Conducted 17 ROV dives, ranging in depth from 300 to 2,321 meters (984 to 7,615 feet) to explore the diversity and distribution of deep-sea habitats and associated marine communities in the Gulf of Mexico basin. Operations focused on characterizing deep-sea coral and sponge communities; bottomfish habitats; shipwrecks; and chemosynthetic habitats such as cold seeps, mud volcanoes, asphalt seeps, and brine pools. Midwater exploration at depths ranging from 300 to 900 meters (984 to 2,953 feet) was also conducted on four dives to investigate the diversity and abundance of the largely unknown pelagic fauna. Highlights from the dives include:

  • Observed hundreds of different species of animals, including several potential new species, new records for the region, and several significant range extensions. Several organisms were also seen alive for the first time. Some observations of note included:
  • Novel, rare, and unusual deep-sea fishes, including a marine smelt at a shallow depth of 900 meters (2,953 feet);
  • First in situ observation of a synaphobranchid eel and skate;
  • Several swordfish observed at depth, including one feeding;
  • Feather star gardens on hard substrates previously undocumented in the Gulf of Mexico and Western Atlantic;
  • The first record of the crinoid family Hyocrinidae (a probable new species) in the tropical Western Atlantic, and a likely new and locally abundant species of Thalassometridae;
  • At least four species of carnivorous sponges.
  • Observed commercially important species including fishes (silver roughy and Darwin’s slimehead) and invertebrates (golden crab, red crab, and royal red shrimp).
  • Collected 105 biological samples (32 primary and 73 associated and commensal taxa) on both geological and biological samples, several of which may be undescribed species.
  • Documented at least nine high-density and high-diversity coral and sponge communities.
  • Surveyed Five Habitat Areas of Particular Concern (HAPCs) proposed by the Gulf of Mexico Fishery Management Council in order to collect critical baseline information to inform science and management needs. Four of these sites hosted high-density deep coral and sponge communities and one had extensive chemosynthetic communities.
  • Explored six Flower Garden Banks National Marine Sanctuary proposed expansion zones to collect critical baseline information to inform science and management needs. High-diversity and density coral and sponge communities were discovered at two of areas, including a spectacular Madrepora oculata-dominated coral garden. Chemosynthetic communities, including brine rivers, large mussel beds, and asphalt seeps were observed in five of these proposed expansion zones.
  • Surveyed the wreck of an early 19th-century copper-clad merchant vessel carrying artifacts including glass bottles, ceramic and porcelain vessels, remnants of a suction bilge pump with cast-iron flywheels, an anchor, and a cast-iron stove. Carried out a series of video transects along and across the forepart of the wreck to supply imagery for a 3D digital reconstruction  (courtesy of BOEM) of the wreck courtesy. Chemosynthetic fauna were observed within the wreck, likely from the presence of the degrading wood structure.
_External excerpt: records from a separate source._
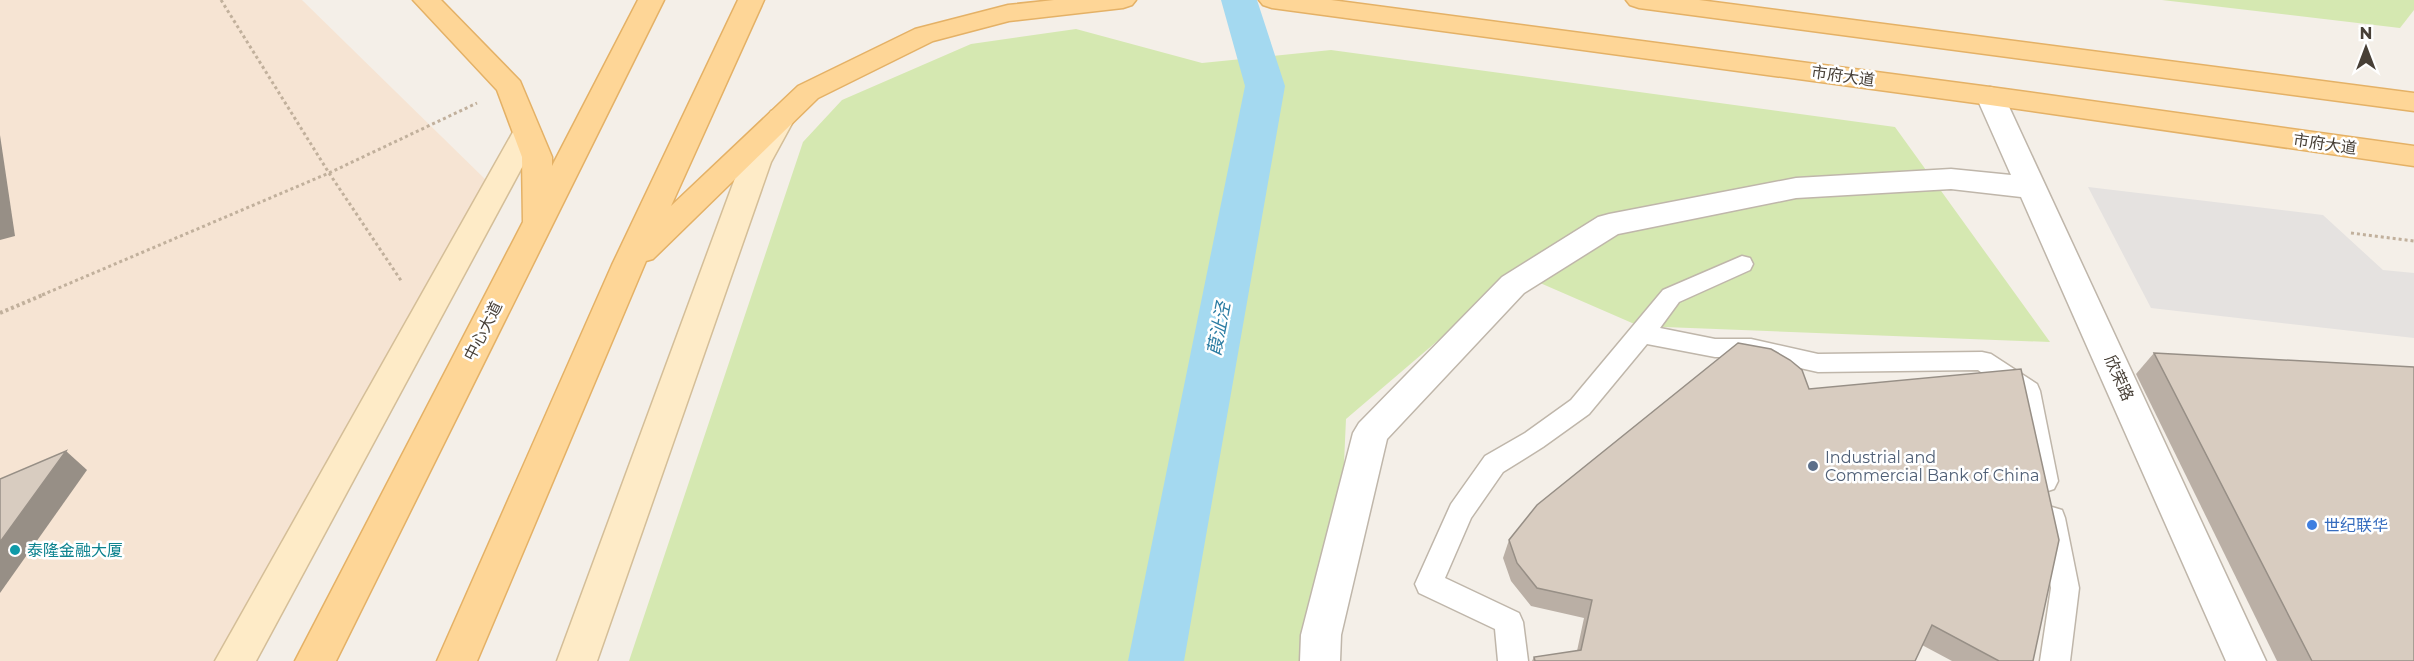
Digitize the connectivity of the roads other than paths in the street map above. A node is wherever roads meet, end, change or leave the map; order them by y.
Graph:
1 (426, 0) edge
2 (651, 0) edge
3 (751, 0) edge
4 (1123, 0) edge
5 (1272, 0) edge
6 (1639, 0) edge
7 (1990, 96) junction
8 (2414, 102) edge
9 (781, 118) junction
10 (527, 132) junction
11 (2414, 156) edge
12 (2033, 188) junction
13 (537, 226) junction
14 (1742, 264) dead end
15 (628, 265) junction
16 (1642, 334) junction
17 (235, 661) edge
18 (315, 661) edge
19 (458, 661) edge
20 (577, 661) edge
21 (1320, 661) edge
22 (1513, 661) edge
23 (2055, 661) edge
24 (2246, 661) edge

1 - 10 main road
2 - 13 main road, 中心大道
3 - 15 main road
4 - 9 main road
5 - 7 main road, 市府大道
6 - 8 main road
7 - 11 main road, 市府大道
7 - 12 street, 欣荣路
9 - 15 main road
9 - 20 main road
10 - 13 main road
10 - 17 main road
12 - 21 street
12 - 24 street, 欣荣路
13 - 18 main road, 中心大道
14 - 16 lane
15 - 19 main road
16 - 22 lane
16 - 23 lane

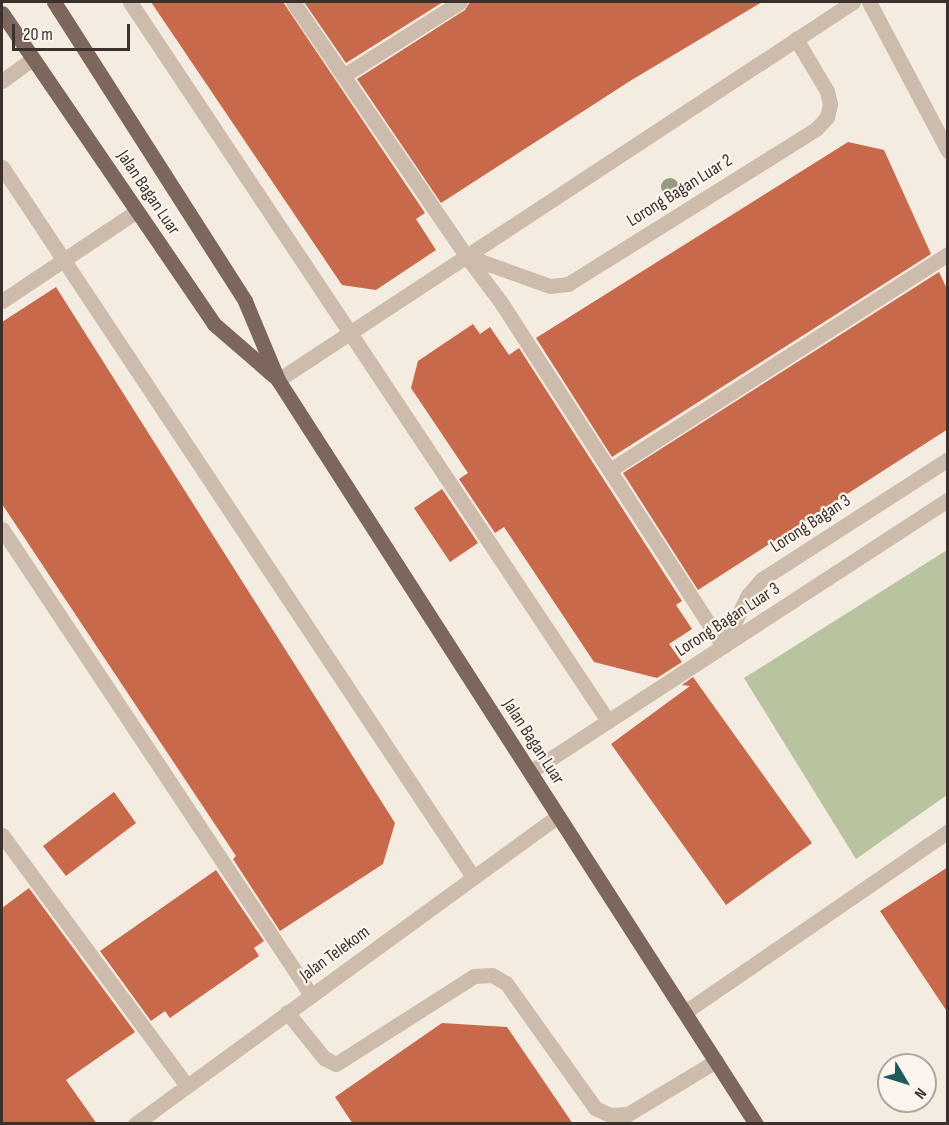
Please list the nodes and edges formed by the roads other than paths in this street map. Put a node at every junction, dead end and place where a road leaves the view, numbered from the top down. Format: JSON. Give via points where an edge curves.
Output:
{"nodes":[{"id":1,"x":54,"y":2,"type":"edge"},
{"id":2,"x":130,"y":2,"type":"edge"},
{"id":3,"x":293,"y":2,"type":"edge"},
{"id":4,"x":460,"y":2,"type":"edge"},
{"id":5,"x":853,"y":2,"type":"edge"},
{"id":6,"x":869,"y":2,"type":"edge"},
{"id":7,"x":2,"y":14,"type":"edge"},
{"id":8,"x":796,"y":39,"type":"junction"},
{"id":9,"x":32,"y":59,"type":"junction"},
{"id":10,"x":343,"y":76,"type":"junction"},
{"id":11,"x":2,"y":81,"type":"edge"},
{"id":12,"x":946,"y":143,"type":"edge"},
{"id":13,"x":2,"y":167,"type":"edge"},
{"id":14,"x":137,"y":211,"type":"junction"},
{"id":15,"x":948,"y":254,"type":"edge"},
{"id":16,"x":466,"y":256,"type":"junction"},
{"id":17,"x":63,"y":260,"type":"junction"},
{"id":18,"x":2,"y":301,"type":"edge"},
{"id":19,"x":351,"y":333,"type":"junction"},
{"id":20,"x":278,"y":380,"type":"junction"},
{"id":21,"x":948,"y":459,"type":"edge"},
{"id":22,"x":610,"y":470,"type":"junction"},
{"id":23,"x":948,"y":500,"type":"edge"},
{"id":24,"x":2,"y":529,"type":"edge"},
{"id":25,"x":723,"y":646,"type":"junction"},
{"id":26,"x":608,"y":721,"type":"junction"},
{"id":27,"x":530,"y":772,"type":"junction"},
{"id":28,"x":558,"y":816,"type":"junction"},
{"id":29,"x":948,"y":831,"type":"edge"},
{"id":30,"x":2,"y":835,"type":"edge"},
{"id":31,"x":473,"y":877,"type":"junction"},
{"id":32,"x":311,"y":995,"type":"junction"},
{"id":33,"x":287,"y":1012,"type":"junction"},
{"id":34,"x":685,"y":1012,"type":"junction"},
{"id":35,"x":716,"y":1061,"type":"junction"},
{"id":36,"x":186,"y":1085,"type":"junction"},
{"id":37,"x":135,"y":1124,"type":"edge"},
{"id":38,"x":756,"y":1124,"type":"edge"}],
"edges":[{"from":1,"to":20,"type":"main road","name":"Jalan Bagan Luar","via":[[245,301]]},
{"from":2,"to":19,"type":"street"},
{"from":3,"to":10,"type":"street"},
{"from":4,"to":10,"type":"street"},
{"from":5,"to":8,"type":"street"},
{"from":6,"to":12,"type":"street"},
{"from":7,"to":9,"type":"main road","name":"Jalan Bagan Luar"},
{"from":8,"to":16,"type":"street"},
{"from":8,"to":16,"type":"street","name":"Lorong Bagan Luar 2","via":[[827,91],[830,104],[827,117],[816,129],[568,284],[550,286]]},
{"from":9,"to":11,"type":"street"},
{"from":9,"to":14,"type":"main road","name":"Jalan Bagan Luar"},
{"from":10,"to":16,"type":"street"},
{"from":13,"to":17,"type":"street"},
{"from":14,"to":17,"type":"street"},
{"from":14,"to":20,"type":"main road","name":"Jalan Bagan Luar","via":[[214,324]]},
{"from":15,"to":22,"type":"street"},
{"from":16,"to":19,"type":"street"},
{"from":16,"to":22,"type":"street","via":[[500,300]]},
{"from":17,"to":18,"type":"street"},
{"from":17,"to":31,"type":"street"},
{"from":19,"to":20,"type":"street"},
{"from":19,"to":26,"type":"street"},
{"from":20,"to":27,"type":"main road","name":"Jalan Bagan Luar"},
{"from":21,"to":25,"type":"street","name":"Lorong Bagan 3","via":[[762,579],[748,595]]},
{"from":22,"to":25,"type":"street"},
{"from":23,"to":25,"type":"street","name":"Lorong Bagan Luar 3"},
{"from":24,"to":32,"type":"street"},
{"from":25,"to":26,"type":"street","name":"Lorong Bagan Luar 3"},
{"from":26,"to":27,"type":"street","name":"Lorong Bagan Luar 3"},
{"from":27,"to":28,"type":"main road","name":"Jalan Bagan Luar"},
{"from":28,"to":31,"type":"street","name":"Jalan Telekom"},
{"from":28,"to":34,"type":"main road","name":"Jalan Bagan Luar"},
{"from":29,"to":34,"type":"street"},
{"from":30,"to":36,"type":"street"},
{"from":31,"to":32,"type":"street","name":"Jalan Telekom"},
{"from":32,"to":33,"type":"street","name":"Jalan Telekom"},
{"from":33,"to":35,"type":"street","via":[[324,1058],[336,1065],[474,976],[492,975],[506,983],[595,1108],[610,1115],[628,1114]]},
{"from":33,"to":36,"type":"street","name":"Jalan Telekom"},
{"from":34,"to":35,"type":"main road","name":"Jalan Bagan Luar"},
{"from":35,"to":38,"type":"main road","name":"Jalan Bagan Luar"},
{"from":36,"to":37,"type":"street","name":"Jalan Telekom"}]}
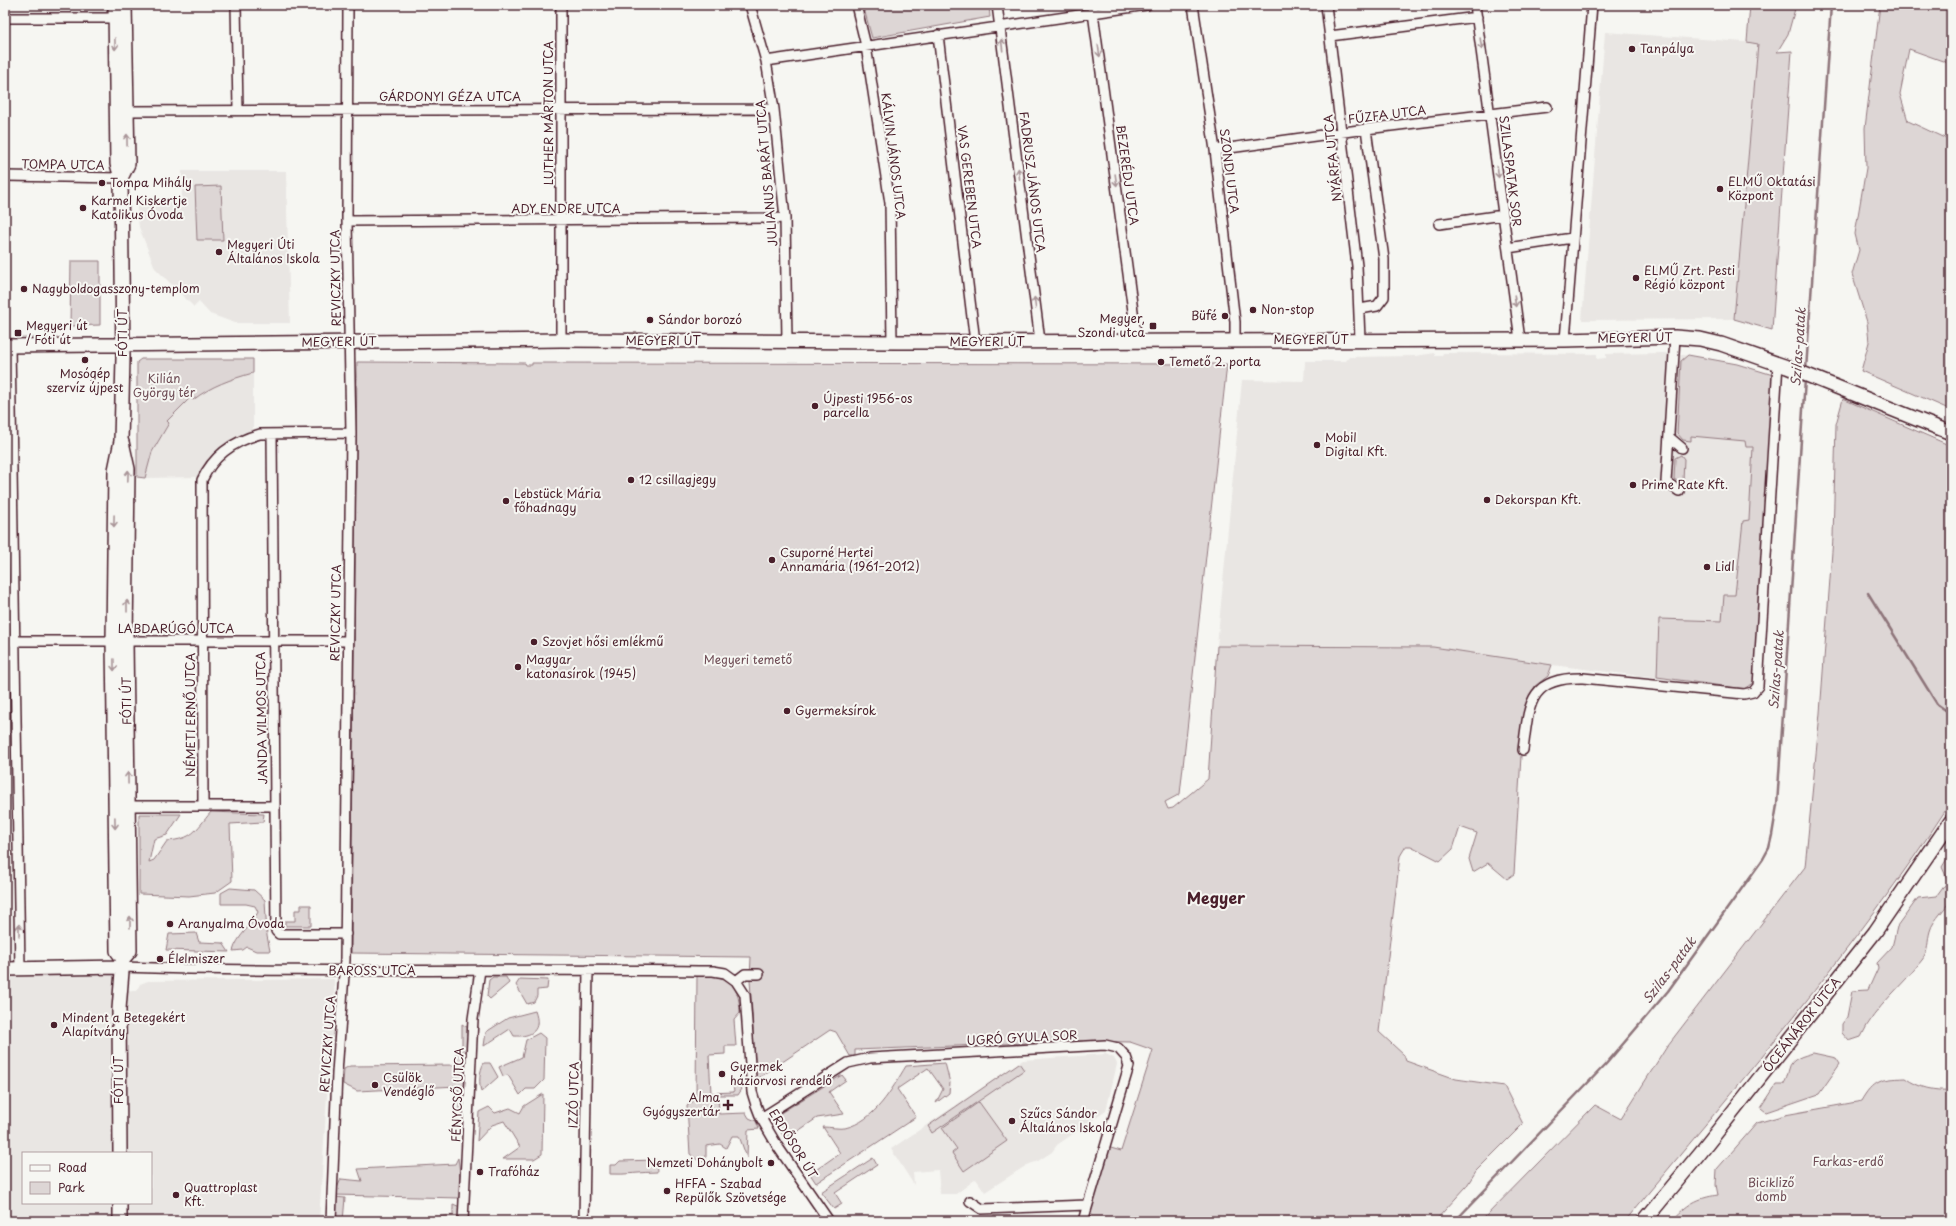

Mapped more than 26,000 square kilometers of seafloor.

Investigated a variety of different geological features including cold seeps, mud volcanoes, asphalt seeps, and brine pools. Highlights include:

  • Collected eight rock samples and one sediment sample for use in geochemical composition analysis and age dating to increase the understanding of the formation of these features.
  • Conducted several dives to gather geological data to better understand the geological composition and origin of the Florida Escarpment.
  • Discovered at least 20 previously unknown chemosynthetic habitats. These included methane seeps (some with visible methane hydrate), asphalt seeps, and brine rivers. Most of these had associated chemosynthetic communities that included large siboglinid tubeworm bushes and extensive mussel beds. There were also many areas of reduced sediments and bacterial mats. Asphaltic and authigenic carbonate outcrops hosting large filter-feeding communities were also observed in geologically active areas.